Like the confederal structures of Germanic tribes in the first centuries after the common era began, the beginnings of the Renaissance with its heretics and peasants’ revolts, the revolutions of 1848 and the Council Republics of the Weimar period, the post-war period was a historical moment where anything else would have been possible.
It would not have remained only a possibility if only the democratic, revolutionary forces had been able to assert themselves against the forces and ideology of the state.
But where did all this people get the strength and will for their struggles from? After hearing this question one of our comrades laughs. Her name is “Amargi”, which means “freedom”. She says that with the emergence of the first hierarchies in the societies of Mesopotamia, the word “freedom” also appeared. This word originated from the knowledge of a social life in freedom, mutual help and the connection with nature. “From this knowledge of a free life, people drew their will and strength to resist and to fight for a renewed freedom”. The basis for this, our Kurdish comrades say, is that the people feel connected with their country and their society, the country and society they come from and where they live. They call this “Welatparezi”, “defence of the homeland”. And also for us internationalists, this term has become commonplace, when we walk through the districts to visit exactly those families. But in German? what would it mean, “Love for and defending of the homeland”?
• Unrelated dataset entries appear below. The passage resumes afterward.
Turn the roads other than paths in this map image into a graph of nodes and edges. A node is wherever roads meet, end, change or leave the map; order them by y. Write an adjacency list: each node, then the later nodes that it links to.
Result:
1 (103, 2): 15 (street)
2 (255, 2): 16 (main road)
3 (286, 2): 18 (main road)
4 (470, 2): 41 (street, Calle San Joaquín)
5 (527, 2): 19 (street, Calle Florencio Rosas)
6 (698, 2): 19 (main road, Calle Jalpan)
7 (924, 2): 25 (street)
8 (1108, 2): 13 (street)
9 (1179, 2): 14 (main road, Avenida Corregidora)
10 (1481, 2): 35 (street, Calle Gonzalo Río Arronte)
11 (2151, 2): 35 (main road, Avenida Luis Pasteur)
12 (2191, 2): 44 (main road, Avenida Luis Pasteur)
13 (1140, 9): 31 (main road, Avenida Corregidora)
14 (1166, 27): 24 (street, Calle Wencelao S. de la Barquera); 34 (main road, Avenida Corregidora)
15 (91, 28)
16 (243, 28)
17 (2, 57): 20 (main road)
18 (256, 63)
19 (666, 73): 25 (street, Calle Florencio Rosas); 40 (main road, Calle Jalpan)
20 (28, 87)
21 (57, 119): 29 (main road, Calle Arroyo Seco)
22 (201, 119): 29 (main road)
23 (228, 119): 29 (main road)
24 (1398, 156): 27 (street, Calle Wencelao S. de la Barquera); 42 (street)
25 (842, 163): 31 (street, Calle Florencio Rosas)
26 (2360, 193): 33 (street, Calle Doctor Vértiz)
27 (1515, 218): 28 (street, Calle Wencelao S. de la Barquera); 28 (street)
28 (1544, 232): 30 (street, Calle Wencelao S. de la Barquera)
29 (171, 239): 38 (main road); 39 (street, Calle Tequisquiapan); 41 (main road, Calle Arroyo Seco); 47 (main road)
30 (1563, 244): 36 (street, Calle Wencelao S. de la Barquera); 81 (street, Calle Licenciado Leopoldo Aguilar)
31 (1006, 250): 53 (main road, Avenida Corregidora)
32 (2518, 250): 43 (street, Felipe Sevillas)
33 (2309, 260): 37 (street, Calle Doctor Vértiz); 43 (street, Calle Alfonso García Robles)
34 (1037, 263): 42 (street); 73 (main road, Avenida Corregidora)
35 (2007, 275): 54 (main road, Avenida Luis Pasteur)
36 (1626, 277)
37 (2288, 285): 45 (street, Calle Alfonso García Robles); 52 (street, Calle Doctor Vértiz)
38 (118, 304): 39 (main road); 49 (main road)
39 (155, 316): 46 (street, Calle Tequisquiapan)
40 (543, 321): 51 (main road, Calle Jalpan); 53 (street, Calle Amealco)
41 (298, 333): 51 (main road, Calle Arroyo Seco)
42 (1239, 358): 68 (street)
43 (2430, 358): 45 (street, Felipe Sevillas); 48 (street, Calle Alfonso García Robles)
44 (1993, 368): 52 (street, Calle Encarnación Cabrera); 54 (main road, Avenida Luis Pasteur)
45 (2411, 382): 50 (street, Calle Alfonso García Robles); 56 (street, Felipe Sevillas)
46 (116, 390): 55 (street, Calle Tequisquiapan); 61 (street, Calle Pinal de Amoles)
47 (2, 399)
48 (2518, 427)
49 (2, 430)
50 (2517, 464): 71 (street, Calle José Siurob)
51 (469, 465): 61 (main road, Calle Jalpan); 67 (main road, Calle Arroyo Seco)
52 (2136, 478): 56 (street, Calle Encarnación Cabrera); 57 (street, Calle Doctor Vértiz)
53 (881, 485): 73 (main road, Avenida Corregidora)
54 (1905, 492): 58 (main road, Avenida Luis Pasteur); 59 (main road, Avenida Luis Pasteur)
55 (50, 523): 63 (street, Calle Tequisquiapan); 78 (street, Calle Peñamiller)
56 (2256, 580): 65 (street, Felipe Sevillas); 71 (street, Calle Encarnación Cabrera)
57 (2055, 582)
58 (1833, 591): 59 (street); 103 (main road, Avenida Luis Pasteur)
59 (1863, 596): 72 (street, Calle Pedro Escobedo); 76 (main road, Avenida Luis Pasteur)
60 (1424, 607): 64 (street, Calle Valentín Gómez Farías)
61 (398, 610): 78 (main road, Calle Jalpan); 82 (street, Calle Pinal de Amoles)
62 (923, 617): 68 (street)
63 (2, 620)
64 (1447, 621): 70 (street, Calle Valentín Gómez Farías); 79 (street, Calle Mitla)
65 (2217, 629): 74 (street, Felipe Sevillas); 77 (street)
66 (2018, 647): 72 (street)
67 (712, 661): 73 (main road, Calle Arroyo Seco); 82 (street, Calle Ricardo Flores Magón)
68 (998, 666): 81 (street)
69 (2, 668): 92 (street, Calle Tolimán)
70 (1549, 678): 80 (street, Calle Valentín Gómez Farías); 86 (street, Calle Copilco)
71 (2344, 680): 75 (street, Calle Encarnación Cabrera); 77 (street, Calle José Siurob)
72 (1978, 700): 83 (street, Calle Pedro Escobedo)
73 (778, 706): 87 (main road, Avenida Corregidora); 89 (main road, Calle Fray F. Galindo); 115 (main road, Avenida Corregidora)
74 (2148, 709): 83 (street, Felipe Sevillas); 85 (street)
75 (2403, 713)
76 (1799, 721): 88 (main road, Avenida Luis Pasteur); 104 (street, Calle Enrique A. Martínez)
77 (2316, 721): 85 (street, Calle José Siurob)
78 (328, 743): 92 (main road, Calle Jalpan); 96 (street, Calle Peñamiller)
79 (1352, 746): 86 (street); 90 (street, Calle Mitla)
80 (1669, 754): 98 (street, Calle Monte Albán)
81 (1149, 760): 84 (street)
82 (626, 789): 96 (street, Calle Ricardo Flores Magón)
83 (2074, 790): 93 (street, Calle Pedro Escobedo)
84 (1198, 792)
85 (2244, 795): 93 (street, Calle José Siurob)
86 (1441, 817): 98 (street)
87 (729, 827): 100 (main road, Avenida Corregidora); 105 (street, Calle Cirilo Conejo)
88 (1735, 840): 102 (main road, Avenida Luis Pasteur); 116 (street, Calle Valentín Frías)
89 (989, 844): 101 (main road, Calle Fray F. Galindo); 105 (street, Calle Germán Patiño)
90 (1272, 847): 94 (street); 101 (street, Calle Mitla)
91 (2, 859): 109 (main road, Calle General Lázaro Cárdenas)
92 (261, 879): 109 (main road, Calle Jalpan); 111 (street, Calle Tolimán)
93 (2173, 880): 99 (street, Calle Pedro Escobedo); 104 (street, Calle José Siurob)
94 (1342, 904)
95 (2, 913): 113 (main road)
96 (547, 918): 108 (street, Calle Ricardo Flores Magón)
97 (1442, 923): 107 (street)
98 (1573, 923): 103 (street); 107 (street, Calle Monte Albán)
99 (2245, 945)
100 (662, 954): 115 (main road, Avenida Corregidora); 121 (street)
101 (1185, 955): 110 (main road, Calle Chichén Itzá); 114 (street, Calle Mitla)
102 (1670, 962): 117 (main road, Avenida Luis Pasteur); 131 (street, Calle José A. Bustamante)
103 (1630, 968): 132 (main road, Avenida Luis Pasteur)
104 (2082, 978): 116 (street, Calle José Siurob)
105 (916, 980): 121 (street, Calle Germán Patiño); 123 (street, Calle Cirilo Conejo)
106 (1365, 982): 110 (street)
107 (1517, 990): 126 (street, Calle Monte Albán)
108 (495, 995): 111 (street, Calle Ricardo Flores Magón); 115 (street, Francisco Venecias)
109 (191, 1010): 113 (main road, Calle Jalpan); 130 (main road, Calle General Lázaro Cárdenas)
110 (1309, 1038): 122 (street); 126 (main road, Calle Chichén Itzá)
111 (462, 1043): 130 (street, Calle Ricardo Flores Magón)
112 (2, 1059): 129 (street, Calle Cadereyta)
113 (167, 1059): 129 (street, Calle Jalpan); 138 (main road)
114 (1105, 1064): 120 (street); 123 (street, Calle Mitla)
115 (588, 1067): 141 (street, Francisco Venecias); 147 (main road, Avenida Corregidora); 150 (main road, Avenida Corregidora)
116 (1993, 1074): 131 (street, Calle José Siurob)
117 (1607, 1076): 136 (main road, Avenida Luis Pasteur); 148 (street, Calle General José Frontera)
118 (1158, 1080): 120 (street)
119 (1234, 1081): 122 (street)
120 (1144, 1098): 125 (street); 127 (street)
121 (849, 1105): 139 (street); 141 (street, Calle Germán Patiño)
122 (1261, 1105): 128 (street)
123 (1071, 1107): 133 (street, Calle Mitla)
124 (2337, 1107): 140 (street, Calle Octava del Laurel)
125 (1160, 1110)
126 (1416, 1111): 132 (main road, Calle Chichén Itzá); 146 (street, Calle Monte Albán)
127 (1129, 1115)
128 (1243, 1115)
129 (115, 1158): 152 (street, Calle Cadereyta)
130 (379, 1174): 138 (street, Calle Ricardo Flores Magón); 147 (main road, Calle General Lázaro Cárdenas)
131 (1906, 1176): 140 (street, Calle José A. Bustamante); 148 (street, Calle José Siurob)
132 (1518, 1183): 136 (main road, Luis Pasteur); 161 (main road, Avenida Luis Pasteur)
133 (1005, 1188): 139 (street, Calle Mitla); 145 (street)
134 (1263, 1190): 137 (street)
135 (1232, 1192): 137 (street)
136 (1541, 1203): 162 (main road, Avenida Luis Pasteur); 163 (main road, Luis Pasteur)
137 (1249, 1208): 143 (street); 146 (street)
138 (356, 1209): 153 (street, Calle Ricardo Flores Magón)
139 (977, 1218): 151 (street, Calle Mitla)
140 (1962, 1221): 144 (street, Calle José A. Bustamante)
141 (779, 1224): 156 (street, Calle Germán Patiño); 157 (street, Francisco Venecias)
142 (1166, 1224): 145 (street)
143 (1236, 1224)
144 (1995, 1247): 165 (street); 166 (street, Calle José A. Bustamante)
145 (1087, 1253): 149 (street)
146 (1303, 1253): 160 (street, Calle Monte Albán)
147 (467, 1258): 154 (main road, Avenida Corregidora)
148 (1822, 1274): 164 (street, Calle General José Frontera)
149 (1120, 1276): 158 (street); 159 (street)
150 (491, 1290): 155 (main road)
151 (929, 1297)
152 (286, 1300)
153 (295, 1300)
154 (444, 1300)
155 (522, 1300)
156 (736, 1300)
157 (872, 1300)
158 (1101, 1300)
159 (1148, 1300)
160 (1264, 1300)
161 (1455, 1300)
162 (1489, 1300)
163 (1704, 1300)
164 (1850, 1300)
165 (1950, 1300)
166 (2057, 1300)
We are interested in hearing news of the “Ende Gelände” protests against coal mining in Germany. People whose villages are destroyed and thus their homes and their social draught is destroyed, are standing at the edge of the mining area. Activists climb into the trees of the Hambach Forest to defend a piece of nature. Resolutely anti-fascists face the new right movement in their neighbourhoods…. These images and voices give us an idea what “Welatparezi” can mean.
We are the ones at the end of a chain of interwoven socialist, feminist, ecological, democratic and anarchist struggles. We are the ones who are the latest link in the struggle for land, equality, solidarity and freedom that has run through the whole of history, including Europe.
Amargi says about our handling of this history and our societies:
“The Kurdish movement started to organize against colonialism in Kurdistan. Your revenge for the long history of wars and annihilation the Germans caused, must be to organize and defend the society against capitalism and nationalism”.